Recent stipulations surrounding the unpatentability of signal claims in Canada continue to create a need for improved guidelines.

The patent community continues to react to the statement of the Canadian Patent Office last August that claims to signals per se are not patentable because they are not “inventions”.16 Section 2 of the Patent Act defines “invention” to mean any new and useful “art”, “process”, “machine”, “manufacture” or “composition of matter”, or any improvement thereof.17 To be patentable, an invention must fall within one of these enumerated categories.18

The Canadian Patent Office concluded that claims to signals (e.g. electromagnetic and acoustic signals) do not meet this test. Specifically, a signal is not an "art" or a "process" because it is not an act or method of operation that results in a physical or chemical action. Furthermore, a signal is not a "machine" since it is not a mechanical embodiment of a function designed to accomplish a particular effect. Moreover, a signal is not a "composition of matter" since it is not a chemical compound or substance. Finally, a signal is not a "manufacture" since it is not a material product.

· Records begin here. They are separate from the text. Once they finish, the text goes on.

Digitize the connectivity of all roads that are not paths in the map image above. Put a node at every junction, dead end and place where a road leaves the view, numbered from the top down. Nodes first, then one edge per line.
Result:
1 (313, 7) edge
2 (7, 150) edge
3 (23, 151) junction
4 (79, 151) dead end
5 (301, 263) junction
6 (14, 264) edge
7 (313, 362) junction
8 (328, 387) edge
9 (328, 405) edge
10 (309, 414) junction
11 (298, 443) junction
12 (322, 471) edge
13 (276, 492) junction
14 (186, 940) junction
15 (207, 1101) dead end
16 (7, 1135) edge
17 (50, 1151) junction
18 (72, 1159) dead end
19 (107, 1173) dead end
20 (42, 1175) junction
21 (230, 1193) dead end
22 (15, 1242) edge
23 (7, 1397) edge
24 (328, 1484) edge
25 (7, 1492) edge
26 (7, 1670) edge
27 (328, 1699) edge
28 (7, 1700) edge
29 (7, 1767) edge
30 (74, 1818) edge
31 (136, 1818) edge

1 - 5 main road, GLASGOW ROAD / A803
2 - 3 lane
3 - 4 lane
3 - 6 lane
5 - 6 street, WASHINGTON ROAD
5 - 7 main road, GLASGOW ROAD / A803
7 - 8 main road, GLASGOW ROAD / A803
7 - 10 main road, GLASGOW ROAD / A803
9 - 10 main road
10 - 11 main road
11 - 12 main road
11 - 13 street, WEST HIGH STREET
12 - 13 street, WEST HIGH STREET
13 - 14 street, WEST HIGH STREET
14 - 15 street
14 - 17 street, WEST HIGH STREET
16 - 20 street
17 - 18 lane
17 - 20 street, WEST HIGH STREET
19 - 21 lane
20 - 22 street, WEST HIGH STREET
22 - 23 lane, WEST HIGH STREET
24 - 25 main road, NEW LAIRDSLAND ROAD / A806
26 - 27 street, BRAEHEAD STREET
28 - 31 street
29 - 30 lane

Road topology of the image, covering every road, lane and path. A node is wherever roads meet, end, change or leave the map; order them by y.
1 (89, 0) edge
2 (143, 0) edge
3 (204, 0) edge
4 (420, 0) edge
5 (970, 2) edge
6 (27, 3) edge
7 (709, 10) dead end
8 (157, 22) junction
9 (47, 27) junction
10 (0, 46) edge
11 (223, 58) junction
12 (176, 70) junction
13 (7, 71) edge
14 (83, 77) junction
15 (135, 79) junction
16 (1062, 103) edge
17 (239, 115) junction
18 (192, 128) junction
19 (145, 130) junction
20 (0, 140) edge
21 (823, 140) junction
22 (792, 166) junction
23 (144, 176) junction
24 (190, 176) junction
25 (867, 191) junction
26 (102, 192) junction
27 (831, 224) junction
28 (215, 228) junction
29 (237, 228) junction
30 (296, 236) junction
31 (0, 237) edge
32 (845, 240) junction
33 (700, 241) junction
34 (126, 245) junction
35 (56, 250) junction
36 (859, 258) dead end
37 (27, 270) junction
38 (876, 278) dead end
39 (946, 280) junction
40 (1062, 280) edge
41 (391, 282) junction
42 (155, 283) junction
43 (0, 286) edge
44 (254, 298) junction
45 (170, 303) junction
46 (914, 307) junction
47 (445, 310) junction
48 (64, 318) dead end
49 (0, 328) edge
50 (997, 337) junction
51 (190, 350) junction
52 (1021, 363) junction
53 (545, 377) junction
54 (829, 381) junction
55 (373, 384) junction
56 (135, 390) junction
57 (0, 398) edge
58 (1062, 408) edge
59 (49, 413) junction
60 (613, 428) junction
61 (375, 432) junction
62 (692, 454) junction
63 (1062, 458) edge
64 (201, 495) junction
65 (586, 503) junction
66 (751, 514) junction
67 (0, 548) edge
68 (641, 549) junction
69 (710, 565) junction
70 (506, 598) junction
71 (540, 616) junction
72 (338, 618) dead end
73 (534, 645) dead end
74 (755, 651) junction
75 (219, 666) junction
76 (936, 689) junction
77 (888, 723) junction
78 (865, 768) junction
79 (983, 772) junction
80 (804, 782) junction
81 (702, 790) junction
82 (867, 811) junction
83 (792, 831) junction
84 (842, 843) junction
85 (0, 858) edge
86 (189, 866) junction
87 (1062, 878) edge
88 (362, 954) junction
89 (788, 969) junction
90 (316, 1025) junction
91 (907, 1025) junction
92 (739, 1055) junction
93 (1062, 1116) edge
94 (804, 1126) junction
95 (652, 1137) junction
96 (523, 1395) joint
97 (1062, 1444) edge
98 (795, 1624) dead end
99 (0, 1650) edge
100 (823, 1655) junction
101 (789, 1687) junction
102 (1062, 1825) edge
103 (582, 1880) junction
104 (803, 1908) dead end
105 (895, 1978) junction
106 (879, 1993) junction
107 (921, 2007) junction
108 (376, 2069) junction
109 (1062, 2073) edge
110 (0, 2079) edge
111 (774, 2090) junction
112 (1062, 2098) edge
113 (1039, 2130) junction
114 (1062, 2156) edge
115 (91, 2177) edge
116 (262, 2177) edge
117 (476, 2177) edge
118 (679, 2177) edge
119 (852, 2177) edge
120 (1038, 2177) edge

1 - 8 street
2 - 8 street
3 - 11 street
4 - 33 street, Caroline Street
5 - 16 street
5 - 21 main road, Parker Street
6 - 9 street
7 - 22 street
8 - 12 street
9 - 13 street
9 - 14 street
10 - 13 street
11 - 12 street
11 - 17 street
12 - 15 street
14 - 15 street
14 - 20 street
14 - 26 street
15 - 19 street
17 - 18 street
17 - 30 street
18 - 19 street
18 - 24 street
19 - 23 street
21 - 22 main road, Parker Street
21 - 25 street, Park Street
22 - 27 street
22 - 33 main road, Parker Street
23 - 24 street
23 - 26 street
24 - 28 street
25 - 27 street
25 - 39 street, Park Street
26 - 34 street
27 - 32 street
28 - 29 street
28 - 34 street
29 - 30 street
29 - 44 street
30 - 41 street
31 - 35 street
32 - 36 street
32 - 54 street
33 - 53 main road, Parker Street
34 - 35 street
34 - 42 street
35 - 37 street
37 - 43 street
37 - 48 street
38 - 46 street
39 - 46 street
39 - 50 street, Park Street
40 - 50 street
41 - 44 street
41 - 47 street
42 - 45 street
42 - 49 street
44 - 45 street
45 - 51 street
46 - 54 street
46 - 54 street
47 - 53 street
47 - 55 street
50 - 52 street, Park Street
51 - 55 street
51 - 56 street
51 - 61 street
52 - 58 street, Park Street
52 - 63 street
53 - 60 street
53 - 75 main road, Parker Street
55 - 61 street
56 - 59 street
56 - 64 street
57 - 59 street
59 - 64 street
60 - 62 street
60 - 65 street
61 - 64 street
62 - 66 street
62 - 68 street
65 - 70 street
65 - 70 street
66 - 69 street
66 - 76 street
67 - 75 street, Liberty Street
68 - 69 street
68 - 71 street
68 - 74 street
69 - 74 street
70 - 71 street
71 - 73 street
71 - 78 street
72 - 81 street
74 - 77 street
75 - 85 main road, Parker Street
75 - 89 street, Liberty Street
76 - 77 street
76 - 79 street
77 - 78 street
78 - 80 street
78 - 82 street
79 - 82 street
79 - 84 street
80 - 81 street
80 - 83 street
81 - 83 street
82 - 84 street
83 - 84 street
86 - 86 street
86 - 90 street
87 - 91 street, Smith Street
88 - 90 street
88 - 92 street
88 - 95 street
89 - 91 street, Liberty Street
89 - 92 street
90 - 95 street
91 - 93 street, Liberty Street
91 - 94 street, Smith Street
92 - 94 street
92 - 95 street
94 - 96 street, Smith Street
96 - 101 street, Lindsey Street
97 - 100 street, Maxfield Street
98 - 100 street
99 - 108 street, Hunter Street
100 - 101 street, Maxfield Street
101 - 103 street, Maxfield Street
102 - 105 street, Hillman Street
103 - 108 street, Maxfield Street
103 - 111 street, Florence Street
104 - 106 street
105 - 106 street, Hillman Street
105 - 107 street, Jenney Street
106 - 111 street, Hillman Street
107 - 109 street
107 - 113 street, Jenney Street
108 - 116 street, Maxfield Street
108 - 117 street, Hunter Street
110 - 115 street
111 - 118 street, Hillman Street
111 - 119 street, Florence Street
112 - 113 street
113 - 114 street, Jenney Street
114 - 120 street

There is uncertainty about the accuracy of this position. For example, the Patent Act contains no explicit reference to "material products", and it is possible that signals could be considered to fall within the invention definition under "manufacture". Similarly, there is debate as to scope of the meaning of "composition of matter" that may leave the issue open to be challenged. The position also seems to conflict with the Manual of Patent Office Practice, which has yet to be updated, and lists a claim to a carrier wave (i.e. a transmission signal that can be encoded with information) as an acceptable claim.19

It is worth highlighting that this change is limited to the signals themselves, and does not apply to methods, apparatuses or other inventions related to signals that fall within the enumerated grounds. For example, a claim to "A method of generating an electromagnetic signal…" is not affected by this change.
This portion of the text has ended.